He used to tell students that they could become City economists who comment on moves in the foreign exchange market , by telling people that the move was down to ‘fundamentals’ when the market move and the fundamentals agreed, and it was because of ‘expectations’ when the two are inconsistent. Professor Wren-Lewis says academics would be hopeless talking about markets in this way because they either wouldn’t have noticed short-term moves, or because they would admit that they had no clue what caused them in the first place. Not interesting enough. Enter the city scribbler, paid to tell stories which appeal to the press, or to people who want a story to justify investing their money.
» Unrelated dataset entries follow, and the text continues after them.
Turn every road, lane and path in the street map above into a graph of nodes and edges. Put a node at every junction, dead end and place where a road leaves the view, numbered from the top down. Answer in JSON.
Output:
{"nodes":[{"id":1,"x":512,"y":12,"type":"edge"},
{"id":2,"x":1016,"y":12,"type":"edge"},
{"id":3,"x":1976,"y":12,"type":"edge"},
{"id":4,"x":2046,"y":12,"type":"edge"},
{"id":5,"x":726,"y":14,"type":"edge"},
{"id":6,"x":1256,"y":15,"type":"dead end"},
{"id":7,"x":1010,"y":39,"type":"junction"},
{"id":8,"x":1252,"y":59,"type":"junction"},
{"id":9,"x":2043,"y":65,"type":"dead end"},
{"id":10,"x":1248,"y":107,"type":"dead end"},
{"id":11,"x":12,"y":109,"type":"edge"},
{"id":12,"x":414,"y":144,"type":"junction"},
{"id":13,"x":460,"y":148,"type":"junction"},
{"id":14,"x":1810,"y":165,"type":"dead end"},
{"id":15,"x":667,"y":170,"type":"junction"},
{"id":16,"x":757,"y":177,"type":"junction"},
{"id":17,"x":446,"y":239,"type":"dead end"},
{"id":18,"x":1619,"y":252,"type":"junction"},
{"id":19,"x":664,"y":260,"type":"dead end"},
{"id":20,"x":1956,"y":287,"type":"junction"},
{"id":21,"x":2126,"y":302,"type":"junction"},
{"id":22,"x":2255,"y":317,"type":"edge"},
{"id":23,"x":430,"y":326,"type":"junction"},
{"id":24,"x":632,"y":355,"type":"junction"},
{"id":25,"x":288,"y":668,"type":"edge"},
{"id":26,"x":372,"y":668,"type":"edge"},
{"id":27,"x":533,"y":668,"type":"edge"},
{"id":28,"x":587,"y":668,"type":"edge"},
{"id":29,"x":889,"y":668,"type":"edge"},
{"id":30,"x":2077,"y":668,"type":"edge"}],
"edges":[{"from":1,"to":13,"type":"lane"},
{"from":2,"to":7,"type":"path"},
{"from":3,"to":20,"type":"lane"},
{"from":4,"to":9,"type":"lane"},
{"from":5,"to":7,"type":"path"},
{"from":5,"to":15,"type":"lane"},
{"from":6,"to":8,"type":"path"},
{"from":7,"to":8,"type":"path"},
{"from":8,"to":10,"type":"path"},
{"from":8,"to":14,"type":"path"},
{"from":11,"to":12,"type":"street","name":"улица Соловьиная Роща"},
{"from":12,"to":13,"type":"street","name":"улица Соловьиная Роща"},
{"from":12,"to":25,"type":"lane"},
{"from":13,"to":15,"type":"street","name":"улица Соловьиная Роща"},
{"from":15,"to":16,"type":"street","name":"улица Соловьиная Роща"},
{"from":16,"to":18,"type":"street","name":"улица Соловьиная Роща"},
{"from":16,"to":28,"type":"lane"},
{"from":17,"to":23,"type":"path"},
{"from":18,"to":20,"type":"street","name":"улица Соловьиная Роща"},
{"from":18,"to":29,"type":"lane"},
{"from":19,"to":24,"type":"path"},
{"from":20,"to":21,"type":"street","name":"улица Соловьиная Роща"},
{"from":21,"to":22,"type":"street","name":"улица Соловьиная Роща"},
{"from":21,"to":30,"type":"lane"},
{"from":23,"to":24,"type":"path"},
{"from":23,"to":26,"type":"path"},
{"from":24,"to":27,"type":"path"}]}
The serious point was that City economists are taken too seriously, regarded by some policymakers as high priests to the fickle god of the market and it would be a good thing to insist on some honesty. Every time I turn up on a radio or TV programme I should preface my wittering with the observation ‘gosh, I haven’t a clue, but I suspect...’ or some such waffle.
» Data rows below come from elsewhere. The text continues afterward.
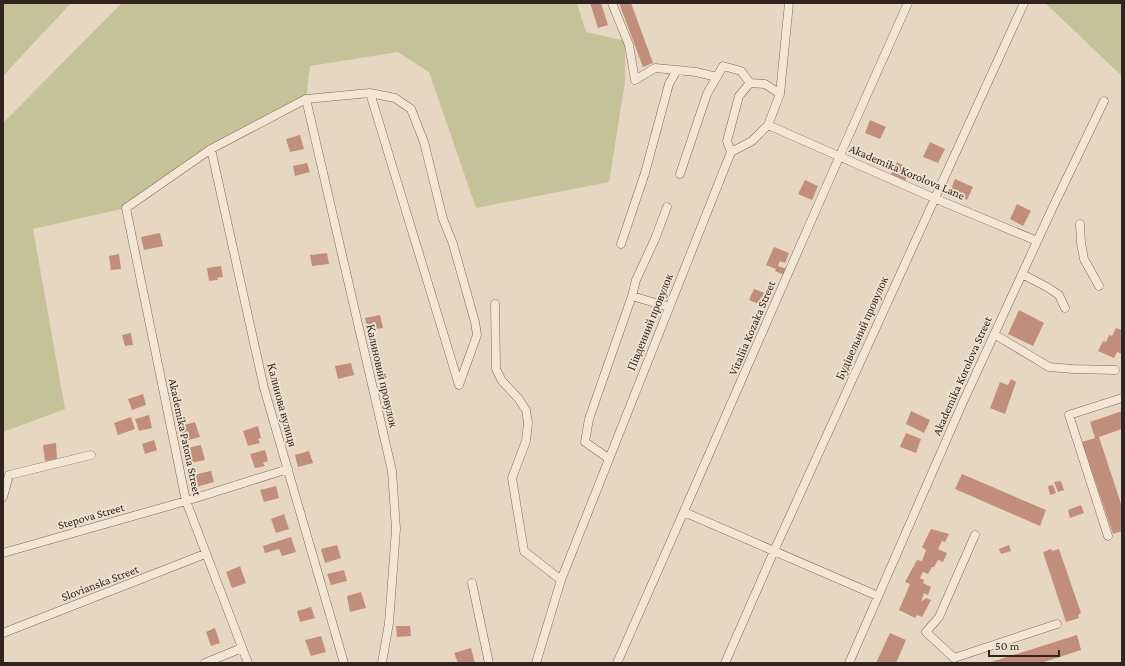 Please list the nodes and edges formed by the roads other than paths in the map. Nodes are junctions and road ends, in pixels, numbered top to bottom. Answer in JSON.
{"nodes":[{"id":1,"x":612,"y":3,"type":"edge"},
{"id":2,"x":789,"y":3,"type":"edge"},
{"id":3,"x":908,"y":3,"type":"edge"},
{"id":4,"x":1024,"y":3,"type":"edge"},
{"id":5,"x":677,"y":70,"type":"junction"},
{"id":6,"x":717,"y":77,"type":"junction"},
{"id":7,"x":750,"y":83,"type":"junction"},
{"id":8,"x":370,"y":94,"type":"junction"},
{"id":9,"x":780,"y":94,"type":"junction"},
{"id":10,"x":306,"y":99,"type":"junction"},
{"id":11,"x":1104,"y":101,"type":"dead end"},
{"id":12,"x":768,"y":125,"type":"junction"},
{"id":13,"x":211,"y":149,"type":"junction"},
{"id":14,"x":731,"y":152,"type":"junction"},
{"id":15,"x":839,"y":156,"type":"junction"},
{"id":16,"x":680,"y":174,"type":"dead end"},
{"id":17,"x":934,"y":198,"type":"junction"},
{"id":18,"x":667,"y":207,"type":"dead end"},
{"id":19,"x":1080,"y":224,"type":"dead end"},
{"id":20,"x":1037,"y":241,"type":"junction"},
{"id":21,"x":621,"y":244,"type":"dead end"},
{"id":22,"x":1022,"y":274,"type":"junction"},
{"id":23,"x":1099,"y":286,"type":"dead end"},
{"id":24,"x":632,"y":296,"type":"junction"},
{"id":25,"x":495,"y":304,"type":"dead end"},
{"id":26,"x":668,"y":308,"type":"junction"},
{"id":27,"x":1065,"y":308,"type":"dead end"},
{"id":28,"x":994,"y":334,"type":"junction"},
{"id":29,"x":1115,"y":370,"type":"dead end"},
{"id":30,"x":1122,"y":398,"type":"edge"},
{"id":31,"x":91,"y":455,"type":"dead end"},
{"id":32,"x":608,"y":458,"type":"junction"},
{"id":33,"x":288,"y":469,"type":"junction"},
{"id":34,"x":3,"y":497,"type":"edge"},
{"id":35,"x":186,"y":501,"type":"junction"},
{"id":36,"x":684,"y":512,"type":"junction"},
{"id":37,"x":975,"y":534,"type":"dead end"},
{"id":38,"x":1108,"y":536,"type":"dead end"},
{"id":39,"x":774,"y":551,"type":"junction"},
{"id":40,"x":3,"y":553,"type":"edge"},
{"id":41,"x":205,"y":554,"type":"junction"},
{"id":42,"x":561,"y":580,"type":"junction"},
{"id":43,"x":472,"y":583,"type":"dead end"},
{"id":44,"x":878,"y":596,"type":"junction"},
{"id":45,"x":1057,"y":624,"type":"dead end"},
{"id":46,"x":3,"y":633,"type":"edge"},
{"id":47,"x":242,"y":648,"type":"junction"},
{"id":48,"x":205,"y":663,"type":"edge"},
{"id":49,"x":248,"y":663,"type":"edge"},
{"id":50,"x":344,"y":663,"type":"edge"},
{"id":51,"x":382,"y":663,"type":"edge"},
{"id":52,"x":490,"y":663,"type":"edge"},
{"id":53,"x":536,"y":663,"type":"edge"},
{"id":54,"x":617,"y":663,"type":"edge"},
{"id":55,"x":725,"y":663,"type":"edge"},
{"id":56,"x":849,"y":663,"type":"edge"}],
"edges":[{"from":1,"to":5,"type":"street"},
{"from":2,"to":9,"type":"street"},
{"from":3,"to":15,"type":"street","name":"Vitaliia Kozaka Street"},
{"from":4,"to":17,"type":"street","name":"Будівельний провулок"},
{"from":5,"to":6,"type":"street"},
{"from":5,"to":21,"type":"street"},
{"from":6,"to":7,"type":"street"},
{"from":6,"to":16,"type":"street"},
{"from":7,"to":9,"type":"street"},
{"from":7,"to":14,"type":"street"},
{"from":8,"to":8,"type":"street"},
{"from":8,"to":10,"type":"street"},
{"from":9,"to":12,"type":"street"},
{"from":10,"to":13,"type":"street"},
{"from":10,"to":51,"type":"street","name":"Калиновий провулок"},
{"from":11,"to":20,"type":"street","name":"Akademika Korolova Street"},
{"from":12,"to":14,"type":"street"},
{"from":12,"to":15,"type":"street","name":"Akademika Korolova Lane"},
{"from":13,"to":33,"type":"street","name":"Калинова вулиця"},
{"from":13,"to":35,"type":"street","name":"Akademika Patona Street"},
{"from":14,"to":26,"type":"street","name":"Південний провулок"},
{"from":15,"to":17,"type":"street","name":"Akademika Korolova Lane"},
{"from":15,"to":36,"type":"street","name":"Vitaliia Kozaka Street"},
{"from":17,"to":20,"type":"street","name":"Akademika Korolova Lane"},
{"from":17,"to":39,"type":"street","name":"Будівельний провулок"},
{"from":18,"to":24,"type":"street"},
{"from":19,"to":23,"type":"street"},
{"from":20,"to":22,"type":"street","name":"Akademika Korolova Street"},
{"from":22,"to":27,"type":"street"},
{"from":22,"to":28,"type":"street","name":"Akademika Korolova Street"},
{"from":24,"to":26,"type":"street"},
{"from":24,"to":32,"type":"street"},
{"from":25,"to":42,"type":"street"},
{"from":26,"to":32,"type":"street","name":"Південний провулок"},
{"from":28,"to":29,"type":"street"},
{"from":28,"to":44,"type":"street","name":"Akademika Korolova Street"},
{"from":30,"to":38,"type":"street"},
{"from":31,"to":34,"type":"street"},
{"from":32,"to":42,"type":"street","name":"Південний провулок"},
{"from":33,"to":35,"type":"street","name":"Stepova Street"},
{"from":33,"to":50,"type":"street","name":"Калинова вулиця"},
{"from":35,"to":40,"type":"street","name":"Stepova Street"},
{"from":35,"to":41,"type":"street","name":"Akademika Patona Street"},
{"from":36,"to":39,"type":"street"},
{"from":36,"to":54,"type":"street","name":"Vitaliia Kozaka Street"},
{"from":37,"to":45,"type":"street"},
{"from":39,"to":44,"type":"street"},
{"from":39,"to":55,"type":"street","name":"Будівельний провулок"},
{"from":41,"to":46,"type":"street","name":"Slovianska Street"},
{"from":41,"to":47,"type":"street","name":"Akademika Patona Street"},
{"from":42,"to":53,"type":"street","name":"Південний провулок"},
{"from":43,"to":52,"type":"street"},
{"from":44,"to":56,"type":"street","name":"Akademika Korolova Street"},
{"from":47,"to":48,"type":"street"},
{"from":47,"to":49,"type":"street","name":"Akademika Patona Street"}]}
He is, of course, right. But equally, I'm not sure that's the point.

I thought briefly of Professor Wren-Lewis as I drove to Oxford this weekend, and the BBC aired an interview of erstwhile England football manager Roy Hodgson. He lost his job after England lost a game of football to Iceland in the European championships - a game they should have won (apparently).
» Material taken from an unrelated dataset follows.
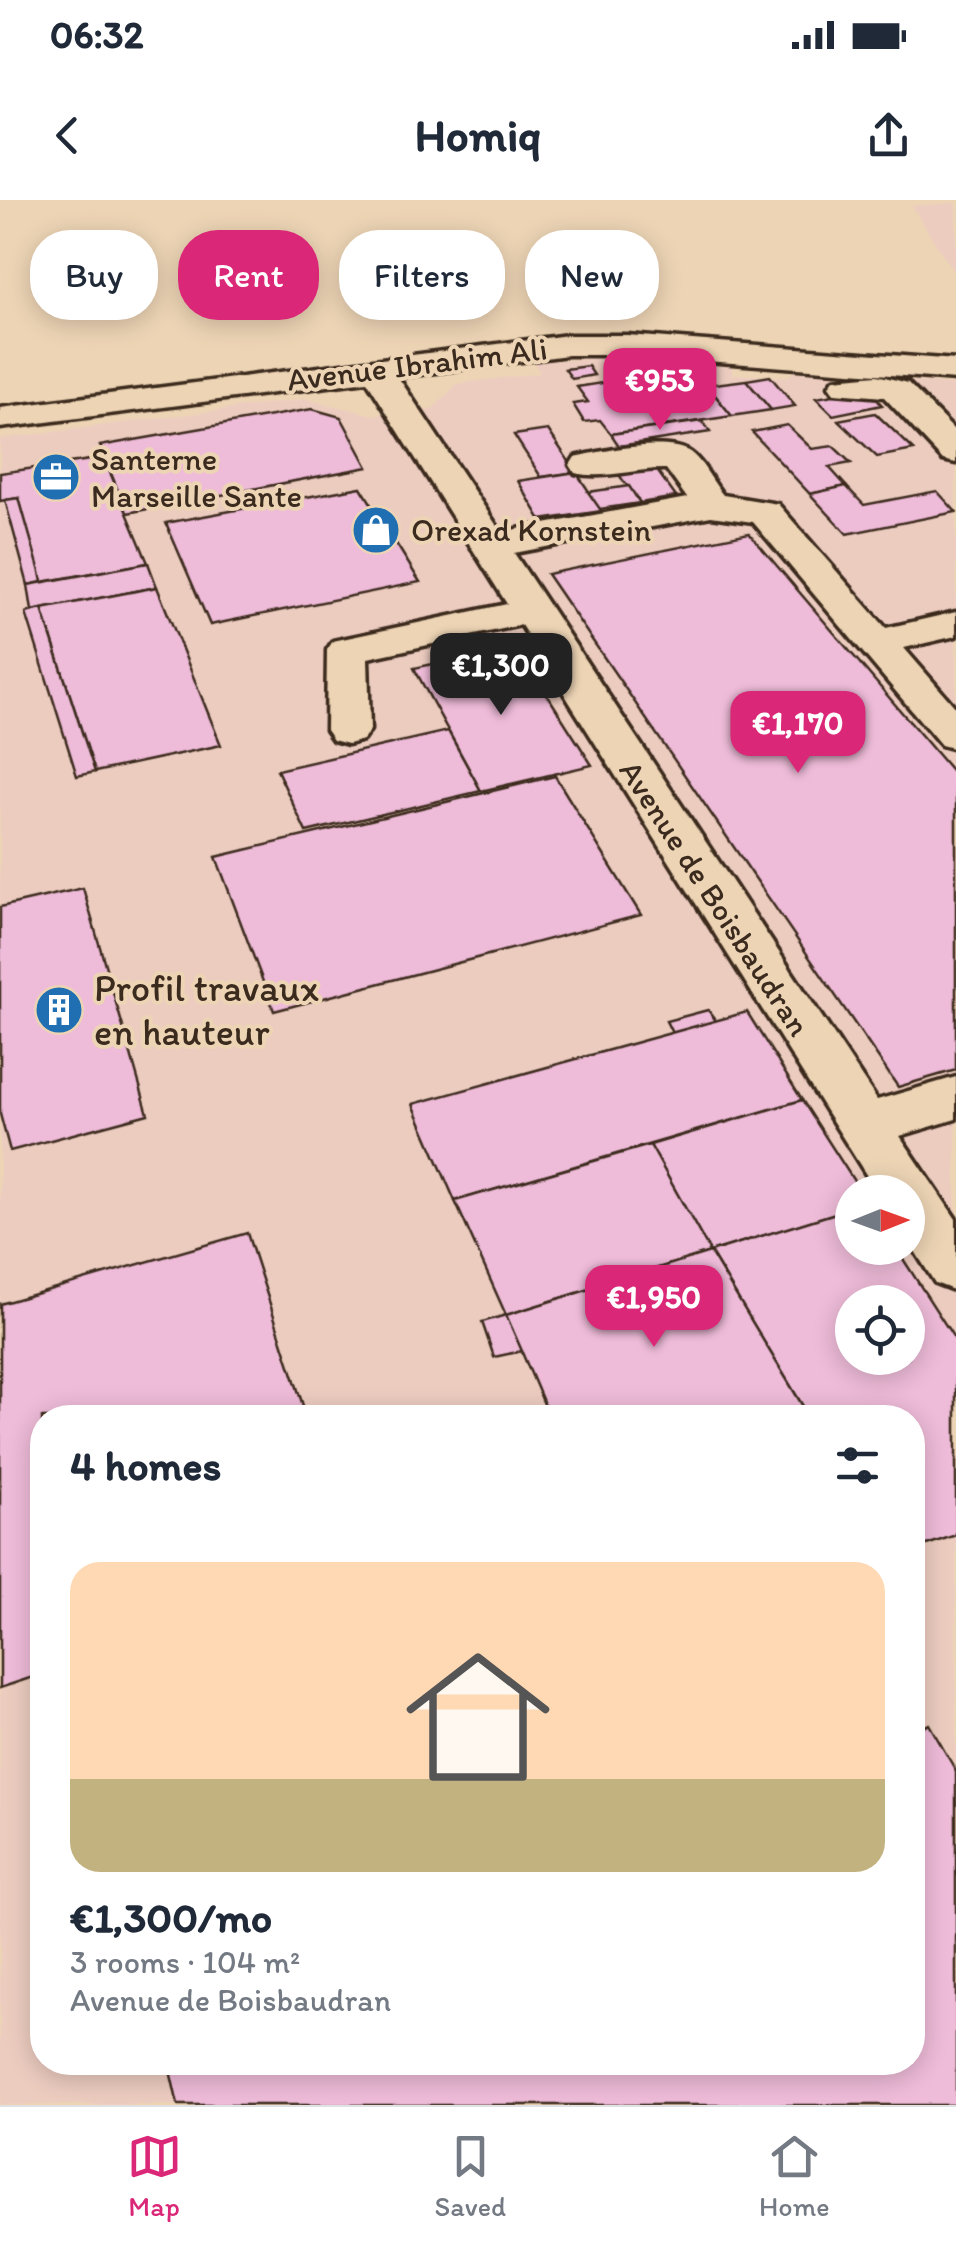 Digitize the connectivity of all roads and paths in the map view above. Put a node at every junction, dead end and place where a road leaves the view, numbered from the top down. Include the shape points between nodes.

Mr Hodgson was asked if he had ever re-watched the tragic game and he said he hadn't. He observed that re-watching games is never the same as watching them first time round. The games that are dreadful 'live' aren't that bad later and the ones which are brilliant are actually full of mistakes you had brushed over.

Is this cognitive dissonance? Or more prosaically, selective memory? Either way, it's human nature and it's also what the football 'expert' does when discussing a game after the event. Just as the economist explains what happened with a narrative that suits the facts, so the football pundit explains why the side that won did so without saying anything as mundane as 'the ball fell kindly for the centre forward who flukily scored but it could have gone either way'. No, the expert must make the facts fit the narrative, because it makes a more interesting story and more importantly, because it helps paint a picture about what will happen in the future.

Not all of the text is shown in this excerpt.